Par Jean-Louis Requena

A la fin de ses études, Sinan 20 ans, retourne dans son village natal à Canakkale sur le détroit des Dardanelles, entre la mer de Marmara et la mer Egée. Cette ville est située non loin de la ville mythique de Troie que les grecs détruisirent grâce à la ruse d’Ulysse. Sinan retrouve sa famille, son père Idris instituteur proche de la retraite, sa mère dépressive et sa soeur un peu distante. La famille de Sinan est en crise : Idris est un joueur compulsif qui emprunte de l’argent qu’il ne peut rembourser. De fait, il entraîne dans la déchéance sa maisonnée qui ne vit plus que d’expédients. Afin d’assouvir sa passion funeste du jeu, il ment à tout le monde et même vole le peu d’argent que possède Sinan.

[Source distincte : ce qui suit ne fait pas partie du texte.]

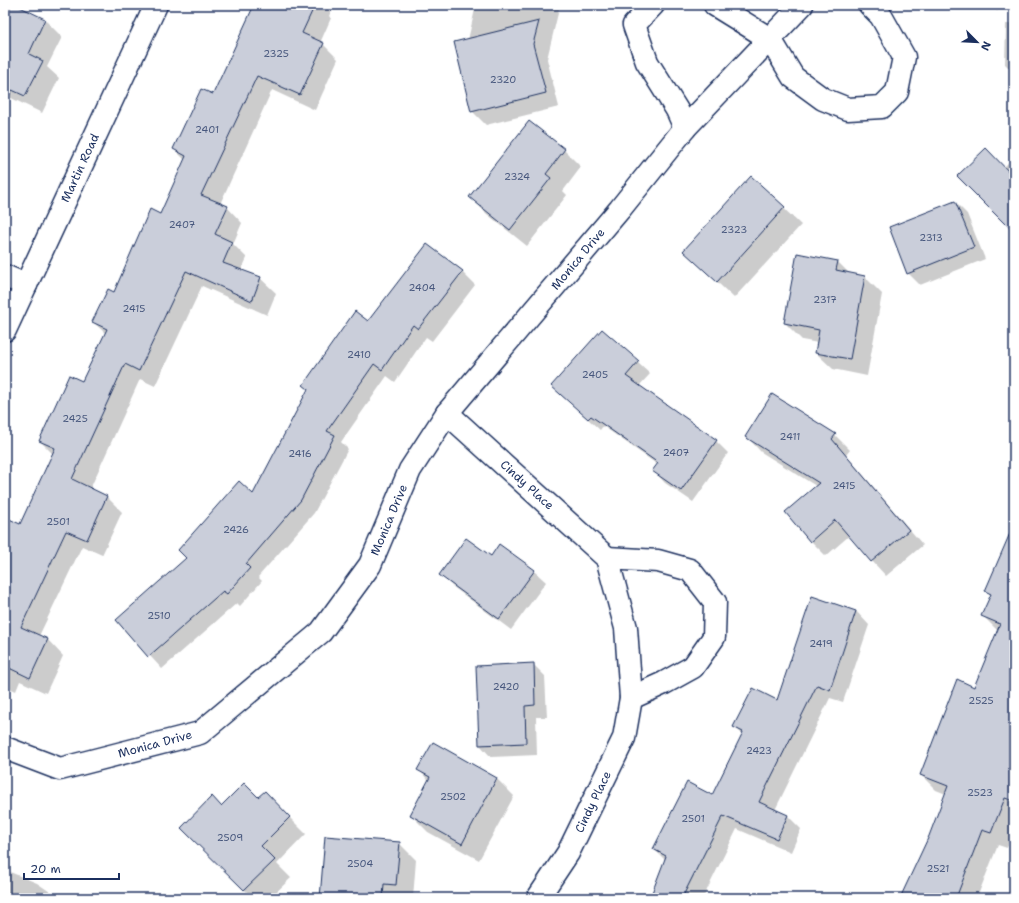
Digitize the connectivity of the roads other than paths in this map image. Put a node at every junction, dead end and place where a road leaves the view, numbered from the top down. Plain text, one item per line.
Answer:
1 (156, 5) edge
2 (653, 5) edge
3 (715, 5) edge
4 (802, 5) edge
5 (870, 5) edge
6 (770, 39) junction
7 (685, 128) junction
8 (5, 276) edge
9 (26, 285) junction
10 (5, 330) edge
11 (447, 413) junction
12 (607, 558) junction
13 (631, 698) junction
14 (5, 748) edge
15 (538, 898) edge

1 - 9 street, Martin Road
2 - 7 street
3 - 6 street
4 - 6 street, Monica Drive
5 - 6 street
6 - 7 street, Monica Drive
7 - 11 street, Monica Drive
8 - 9 street
9 - 10 street, Martin Road
11 - 12 street, Cindy Place
11 - 14 street, Monica Drive
12 - 13 street, Cindy Place
12 - 13 street
13 - 15 street, Cindy Place

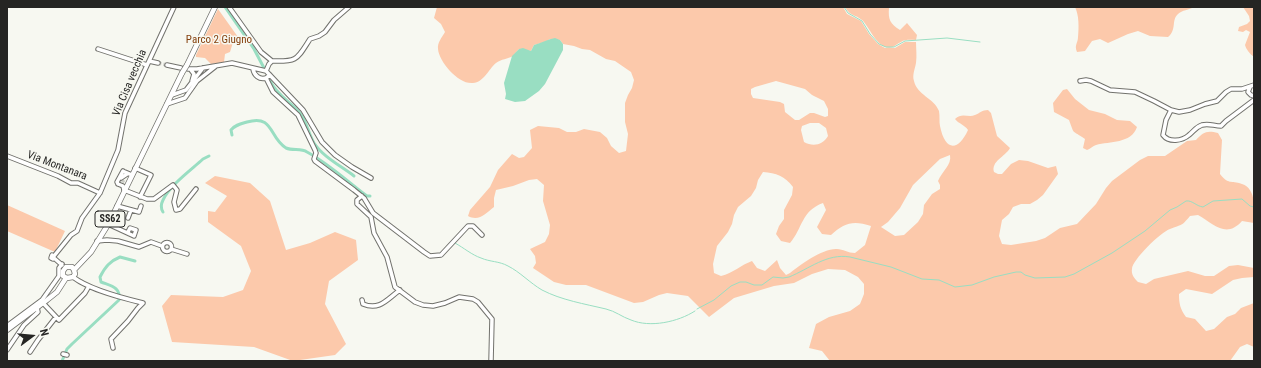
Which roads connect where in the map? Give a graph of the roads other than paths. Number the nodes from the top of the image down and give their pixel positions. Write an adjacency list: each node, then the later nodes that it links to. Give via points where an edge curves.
1 (174, 7): 6 (street, Via Cisa vecchia)
2 (215, 7): 12 (main road, SS62)
3 (229, 7): 7 (street, via 261,52)
4 (349, 7): 7 (street, via 325,32 310,39 297,58 289,61)
5 (98, 49): 9 (street)
6 (149, 61): 8 (street); 9 (street, Via Cisa vecchia)
7 (272, 61): 16 (street)
8 (158, 63)
9 (147, 65): 37 (street, Via Cisa vecchia, via 125,113 118,150)
10 (167, 65): 15 (street)
11 (217, 65): 13 (street); 14 (street, via 236,63); 18 (street)
12 (188, 68): 13 (street); 15 (main road, SS62, bridge); 21 (street, via 194,74)
13 (203, 68): 18 (street); 21 (street)
14 (253, 69): 16 (street); 19 (street, via 258,77)
15 (182, 71): 22 (main road, SS62)
16 (266, 71): 17 (street)
17 (270, 74): 19 (street); 34 (street, via 303,110 322,142 352,167)
18 (205, 75): 27 (street, via 197,81 185,98)
19 (266, 78): 38 (street, via 273,92 298,114 315,150 315,161)
20 (1080, 81): 30 (street, via 1092,81 1110,90 1135,92)
21 (192, 83): 24 (street)
22 (176, 86): 24 (street); 25 (main road, SS62)
23 (1252, 86): 26 (street, via 1248,92); 30 (street, via 1227,91 1217,101 1190,110)
24 (181, 92): 25 (street)
25 (172, 95): 27 (street); 29 (main road, SS62)
26 (1254, 96)
27 (180, 100): 29 (street)
28 (1254, 100): 30 (street, via 1221,126 1204,125 1196,128 1185,138 1175,141 1163,135)
29 (167, 104): 32 (main road, SS62)
30 (1171, 110)
31 (7, 156): 37 (street, Via Montanara)
32 (136, 168): 33 (main road, SS62); 39 (street, via 151,175)
33 (127, 173): 35 (main road, SS62); 35 (street)
34 (371, 178)
35 (120, 183): 39 (street); 40 (main road, SS62)
36 (196, 189): 39 (street, via 178,210 174,206 174,186 154,199)
37 (100, 193): 52 (street, Via Cisa vecchia, via 82,218 77,231 54,257)
38 (362, 196): 47 (street, via 373,213 430,256 445,252 467,226 473,226); 57 (street, via 357,200 357,204 371,217 374,233 388,262 393,283)
39 (140, 197)
40 (117, 206): 42 (street); 45 (main road, SS62)
41 (141, 206): 42 (street, via 139,212)
42 (132, 210): 43 (street); 44 (street)
43 (140, 216)
44 (128, 218)
45 (108, 224): 46 (street); 48 (main road, SS62)
46 (128, 232)
47 (482, 235)
48 (97, 241): 49 (street, via 118,241 139,247 152,242); 53 (main road, SS62, via 91,252)
49 (162, 246): 50 (street, via 168,243); 50 (street, via 165,252)
50 (171, 249): 51 (street)
51 (187, 254)
52 (63, 266): 53 (main road, via 70,266); 55 (main road); 62 (street, via 59,268 59,276 42,300)
53 (74, 270): 54 (main road)
54 (73, 277): 55 (main road); 56 (street)
55 (66, 278): 59 (main road, via 57,292)
56 (89, 286): 61 (street, via 59,320); 64 (street, via 144,304 114,336)
57 (400, 290): 58 (street, via 376,306 363,304); 67 (street, via 423,305 433,306 459,297 478,302 492,319)
58 (362, 300)
59 (43, 303): 60 (main road); 61 (street)
60 (38, 307): 63 (main road); 65 (street, via 38,312 24,325)
61 (56, 317): 66 (street)
62 (7, 326)
63 (7, 330)
64 (113, 348)
65 (7, 350)
66 (30, 352)
67 (491, 361)

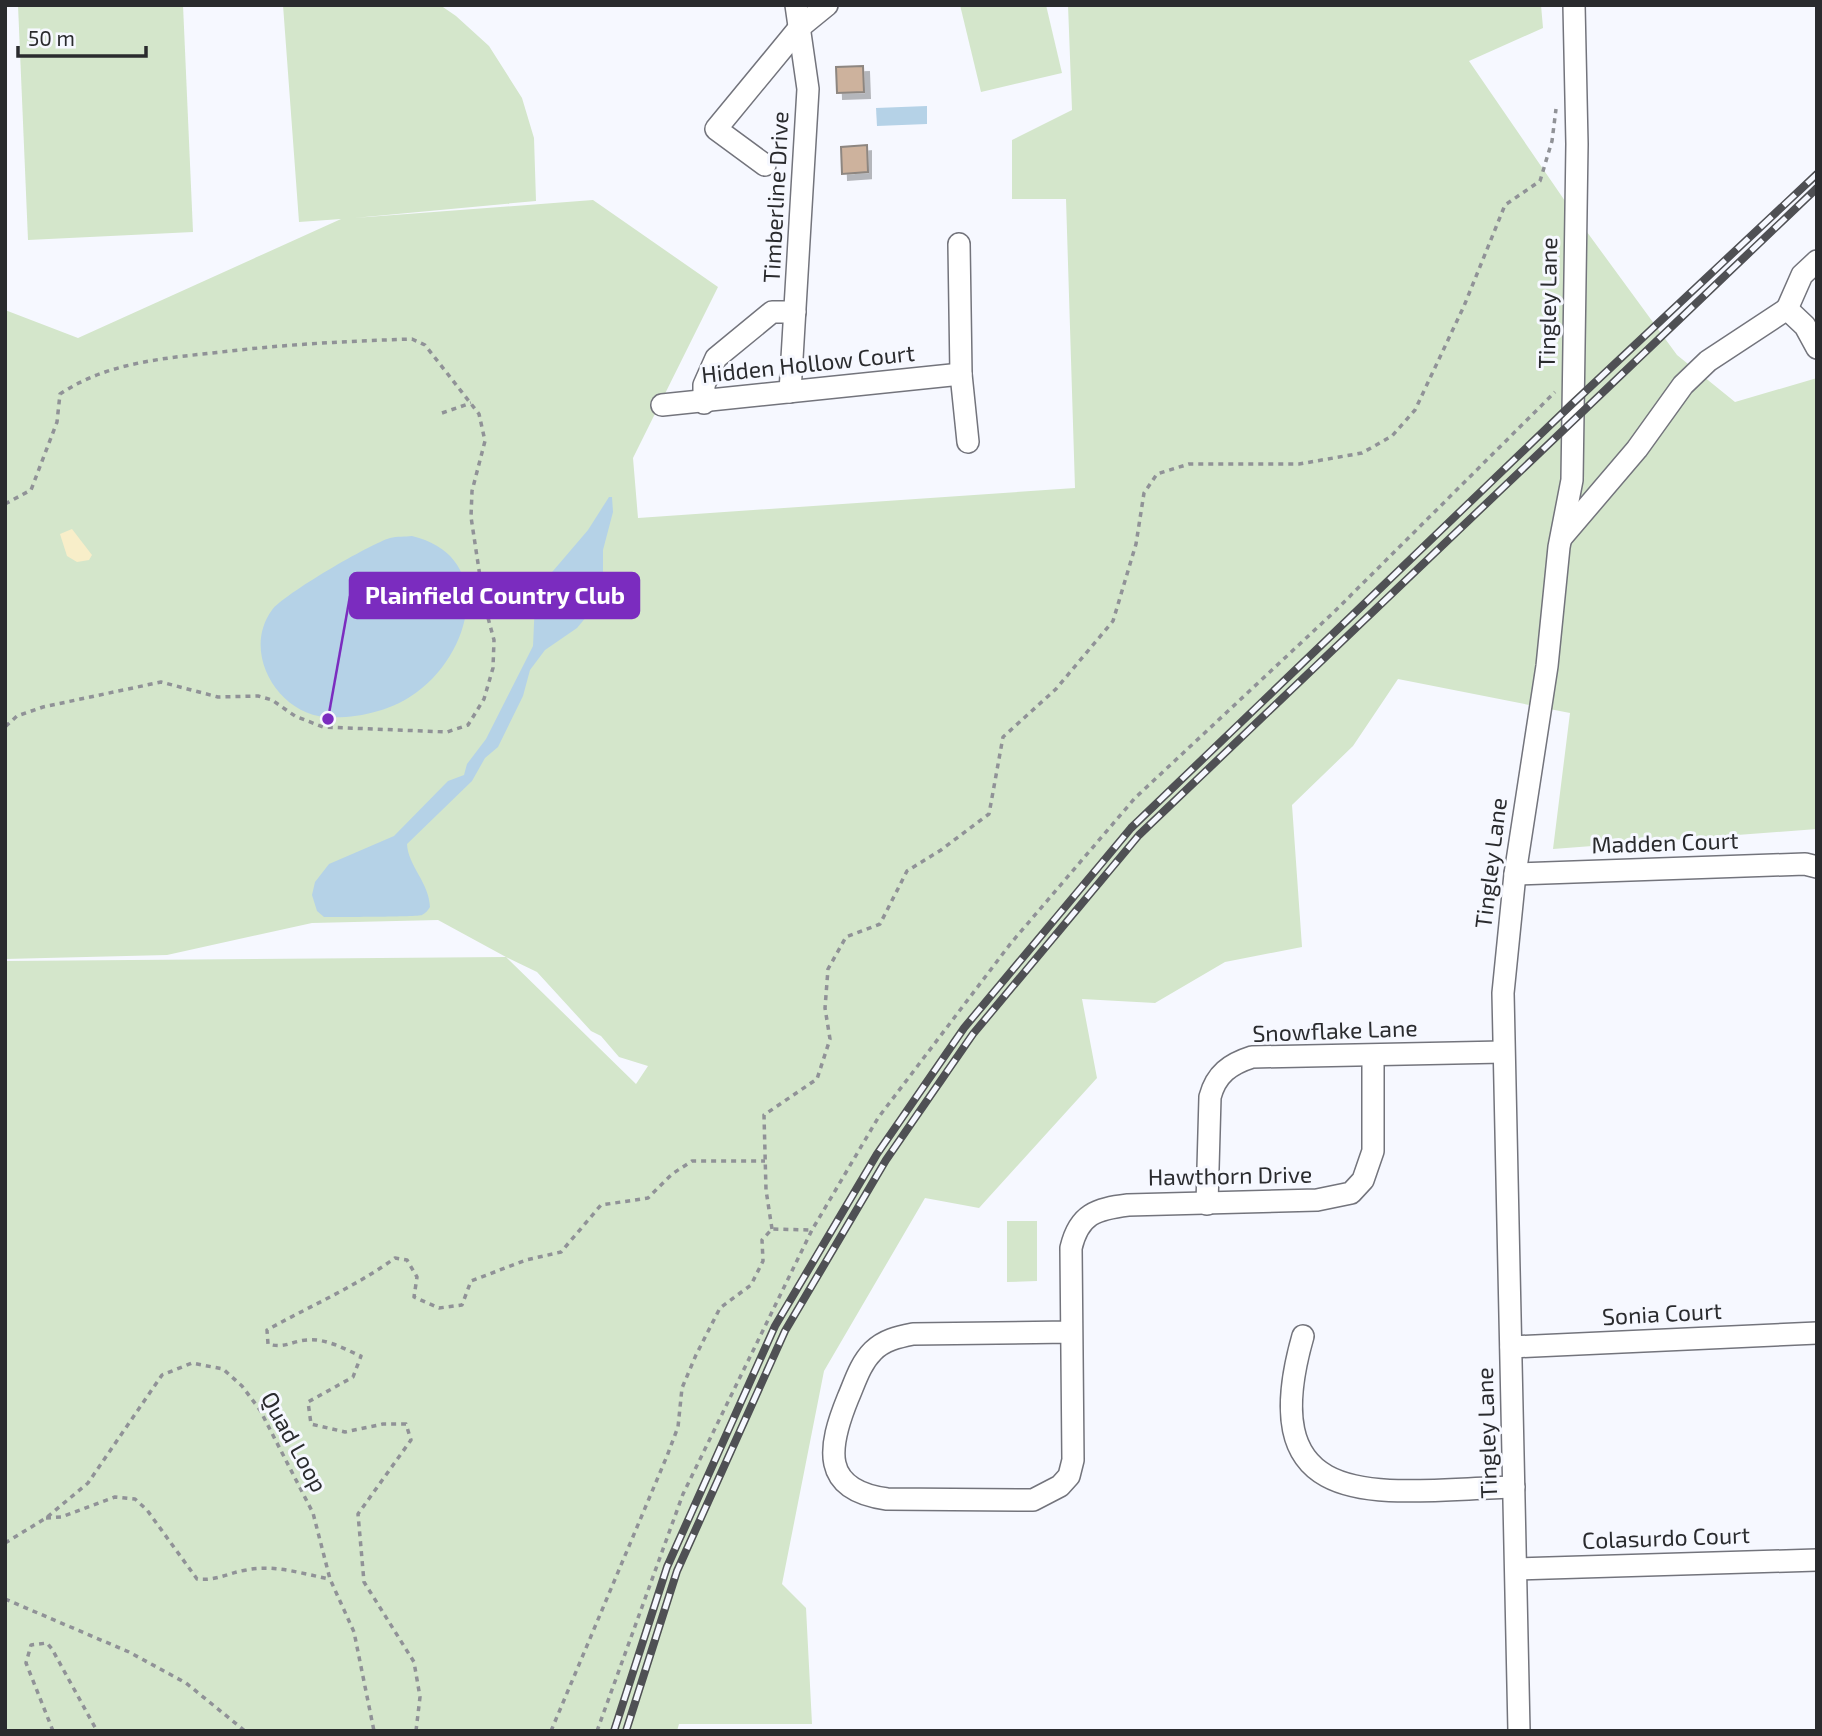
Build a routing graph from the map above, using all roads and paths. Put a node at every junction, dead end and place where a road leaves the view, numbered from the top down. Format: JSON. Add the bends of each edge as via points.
{"nodes":[{"id":1,"x":796,"y":5,"type":"edge"},
{"id":2,"x":827,"y":5,"type":"edge"},
{"id":3,"x":1574,"y":5,"type":"edge"},
{"id":4,"x":800,"y":27,"type":"junction"},
{"id":5,"x":1576,"y":100,"type":"junction"},
{"id":6,"x":765,"y":165,"type":"dead end"},
{"id":7,"x":959,"y":244,"type":"dead end"},
{"id":8,"x":1817,"y":261,"type":"edge"},
{"id":9,"x":1787,"y":310,"type":"junction"},
{"id":10,"x":795,"y":312,"type":"junction"},
{"id":11,"x":1811,"y":321,"type":"edge"},
{"id":12,"x":1817,"y":348,"type":"edge"},
{"id":13,"x":1574,"y":373,"type":"junction"},
{"id":14,"x":961,"y":374,"type":"junction"},
{"id":15,"x":790,"y":393,"type":"junction"},
{"id":16,"x":471,"y":403,"type":"junction"},
{"id":17,"x":704,"y":403,"type":"junction"},
{"id":18,"x":662,"y":405,"type":"dead end"},
{"id":19,"x":442,"y":413,"type":"dead end"},
{"id":20,"x":968,"y":442,"type":"dead end"},
{"id":21,"x":5,"y":504,"type":"edge"},
{"id":22,"x":1560,"y":539,"type":"junction"},
{"id":23,"x":5,"y":727,"type":"edge"},
{"id":24,"x":1817,"y":867,"type":"edge"},
{"id":25,"x":1515,"y":874,"type":"junction"},
{"id":26,"x":1503,"y":1052,"type":"junction"},
{"id":27,"x":1373,"y":1056,"type":"junction"},
{"id":28,"x":765,"y":1161,"type":"junction"},
{"id":29,"x":1207,"y":1204,"type":"junction"},
{"id":30,"x":772,"y":1229,"type":"junction"},
{"id":31,"x":812,"y":1230,"type":"junction"},
{"id":32,"x":1071,"y":1332,"type":"junction"},
{"id":33,"x":1817,"y":1333,"type":"edge"},
{"id":34,"x":1303,"y":1336,"type":"dead end"},
{"id":35,"x":1511,"y":1347,"type":"junction"},
{"id":36,"x":1514,"y":1487,"type":"junction"},
{"id":37,"x":46,"y":1518,"type":"junction"},
{"id":38,"x":5,"y":1543,"type":"edge"},
{"id":39,"x":1817,"y":1560,"type":"edge"},
{"id":40,"x":1517,"y":1569,"type":"junction"},
{"id":41,"x":330,"y":1579,"type":"junction"},
{"id":42,"x":5,"y":1599,"type":"edge"},
{"id":43,"x":52,"y":1731,"type":"edge"},
{"id":44,"x":97,"y":1731,"type":"edge"},
{"id":45,"x":245,"y":1731,"type":"edge"},
{"id":46,"x":374,"y":1731,"type":"edge"},
{"id":47,"x":416,"y":1731,"type":"edge"},
{"id":48,"x":551,"y":1731,"type":"edge"},
{"id":49,"x":597,"y":1731,"type":"edge"},
{"id":50,"x":1519,"y":1731,"type":"edge"}],
"edges":[{"from":1,"to":4,"type":"street","name":"Timberline Drive"},
{"from":2,"to":4,"type":"street"},
{"from":3,"to":5,"type":"street","name":"Tingley Lane"},
{"from":4,"to":6,"type":"street","via":[[716,129]]},
{"from":4,"to":10,"type":"street","name":"Timberline Drive","via":[[808,89]]},
{"from":5,"to":13,"type":"street","name":"Tingley Lane"},
{"from":5,"to":28,"type":"path","via":[[1556,102],[1552,141],[1540,181],[1504,205],[1464,306],[1415,410],[1392,436],[1362,453],[1299,464],[1189,464],[1157,474],[1144,493],[1136,544],[1114,621],[1056,689],[1003,737],[989,814],[907,871],[880,924],[846,937],[828,968],[825,1008],[830,1039],[817,1079],[764,1115]]},
{"from":7,"to":14,"type":"street"},
{"from":8,"to":9,"type":"street","via":[[1802,275]]},
{"from":9,"to":11,"type":"street"},
{"from":9,"to":22,"type":"street","via":[[1708,360],[1683,385],[1637,449]]},
{"from":10,"to":15,"type":"street","name":"Timberline Drive"},
{"from":10,"to":17,"type":"street","via":[[772,312],[716,358],[704,385]]},
{"from":11,"to":12,"type":"street"},
{"from":13,"to":22,"type":"street","name":"Tingley Lane","via":[[1572,480]]},
{"from":13,"to":31,"type":"path","via":[[1334,612],[1135,798],[1011,943],[887,1107]]},
{"from":14,"to":15,"type":"street","name":"Hidden Hollow Court"},
{"from":14,"to":20,"type":"street"},
{"from":15,"to":17,"type":"street","name":"Hidden Hollow Court"},
{"from":16,"to":19,"type":"path"},
{"from":16,"to":21,"type":"path","via":[[425,345],[412,339],[269,346],[137,363],[85,377],[60,394],[57,422],[31,490]]},
{"from":16,"to":23,"type":"path","via":[[479,414],[485,441],[472,491],[471,517],[494,640],[493,668],[484,699],[468,725],[447,732],[323,727],[258,696],[218,697],[161,682],[43,707],[17,716]]},
{"from":17,"to":18,"type":"street","name":"Hidden Hollow Court"},
{"from":22,"to":25,"type":"street","name":"Tingley Lane"},
{"from":24,"to":25,"type":"street","name":"Madden Court"},
{"from":25,"to":26,"type":"street","name":"Tingley Lane","via":[[1503,993]]},
{"from":26,"to":27,"type":"street","name":"Snowflake Lane"},
{"from":26,"to":35,"type":"street","name":"Tingley Lane"},
{"from":27,"to":29,"type":"street","name":"Hawthorn Drive","via":[[1373,1151],[1363,1180],[1351,1193],[1317,1200]]},
{"from":27,"to":29,"type":"street","name":"Snowflake Lane","via":[[1252,1057],[1223,1072],[1213,1083],[1210,1097]]},
{"from":28,"to":30,"type":"path"},
{"from":28,"to":47,"type":"path","via":[[692,1161],[671,1174],[648,1198],[601,1205],[561,1252],[471,1281],[462,1305],[439,1308],[414,1297],[417,1277],[407,1260],[395,1258],[361,1283],[267,1330],[268,1344],[281,1348],[306,1340],[332,1343],[361,1356],[353,1377],[308,1402],[311,1424],[345,1433],[406,1424],[411,1440],[358,1514],[364,1583],[414,1662],[420,1697]]},
{"from":29,"to":32,"type":"street","name":"Hawthorn Drive","via":[[1105,1208],[1078,1225],[1071,1248]]},
{"from":30,"to":31,"type":"path"},
{"from":30,"to":48,"type":"path","via":[[761,1240],[763,1261],[751,1285],[720,1308],[696,1355],[682,1388],[678,1427],[667,1456]]},
{"from":31,"to":49,"type":"path","via":[[683,1494]]},
{"from":32,"to":32,"type":"street","name":"Hawthorn Drive","via":[[913,1334],[889,1339],[863,1363],[837,1426],[832,1443],[842,1478],[854,1490],[887,1499],[1019,1502],[1046,1495],[1069,1476],[1073,1460]]},
{"from":33,"to":35,"type":"street","name":"Sonia Court"},
{"from":34,"to":36,"type":"street","via":[[1290,1396],[1291,1420],[1307,1464],[1324,1478],[1386,1491]]},
{"from":35,"to":36,"type":"street","name":"Tingley Lane"},
{"from":36,"to":40,"type":"street","name":"Tingley Lane"},
{"from":37,"to":38,"type":"path","name":"Quad Loop"},
{"from":37,"to":41,"type":"path","name":"Quad Loop","via":[[115,1497],[135,1499],[197,1579],[214,1581],[265,1568]]},
{"from":37,"to":41,"type":"path","name":"Quad Loop","via":[[88,1483],[162,1375],[192,1363],[223,1369],[260,1410],[313,1513]]},
{"from":39,"to":40,"type":"street","name":"Colasurdo Court"},
{"from":40,"to":50,"type":"street","name":"Tingley Lane"},
{"from":41,"to":46,"type":"path","name":"Quad Loop","via":[[354,1632]]},
{"from":42,"to":45,"type":"path","via":[[129,1652],[186,1683]]},
{"from":43,"to":44,"type":"path","via":[[26,1663],[31,1645],[47,1643],[52,1649]]}]}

Sinan peu motivé échoue à un concours pour devenir instituteur comme son père et dès lors, désoeuvré, en proie à la mélancolie, erre sans but dans la ville et aux alentours de celle-ci. Son obsession est d’écrire un livre et de le faire éditer. Dans ses errances, pour échapper à l’atmosphère familiale débilitante, Sinan fait des rencontres fortuites au cours desquelles il s’engage dans de longues joutes verbales : une ancienne amie du lycée, Haltice, belle brune qui va se marier avec le bijoutier de la ville et ainsi « se caser » en devenant une parfaite épouse voilée, un écrivain public rencontré dans une librairie, avec qui il a un long échange tendu, un industriel local matois qui se pique de culture et enfin deux jeunes imans avec lesquels il a, cheminant avec eux, un très long entretien théologique sur la religion islamique.

Sinan va de rencontres en rencontres en contredisant, grâce à une agilité dialectique, tous ses interlocuteurs. Seul son père, apparemment détaché par le fait de sa passion du jeu, garde une distance ironique. Il ne croit pas son fils capable d’écrire un livre : Le Poirier sauvage. Sinan têtu, ombrageux, va se battre pour réussir sa destinée : devenir écrivain.

Va-t-il y parvenir ? C’est ce parcours sinueux, accidenté, à l’issue incertaine que narre le film.

Le huitième long métrage de Nuri Bilge Ceylan est « bavard » comme son précèdent film Winter Sleep (2014) Palme d’Or au Festival de Cannes. Pourtant malgré la longueur du film (3 heures 8 minutes !) nous n’éprouvons aucun ennui tant le réalisateur/coscénariste a su tresser les liens qui unissent les personnages qu’ils soient de la famille de Sinan, élargie au grand-père (iman à la retraite) ou à la grand-mère, ou bien aux personnages croisés lors des déambulations de Sinan. Le scénario est très étoffé et nous ne laisse pas de répit uniquement percé par quelques flashs oniriques qui ouvrent sur un autre niveau émotionnel. Les non-dits se superposent à ce qui s’exprime (le verbe est abondant !). Les images sont très soignées par le directeur de la photo (Gökhan Tiryaki). Les saisons se succèdent du printemps à l’hiver en passant par les splendeurs automnales.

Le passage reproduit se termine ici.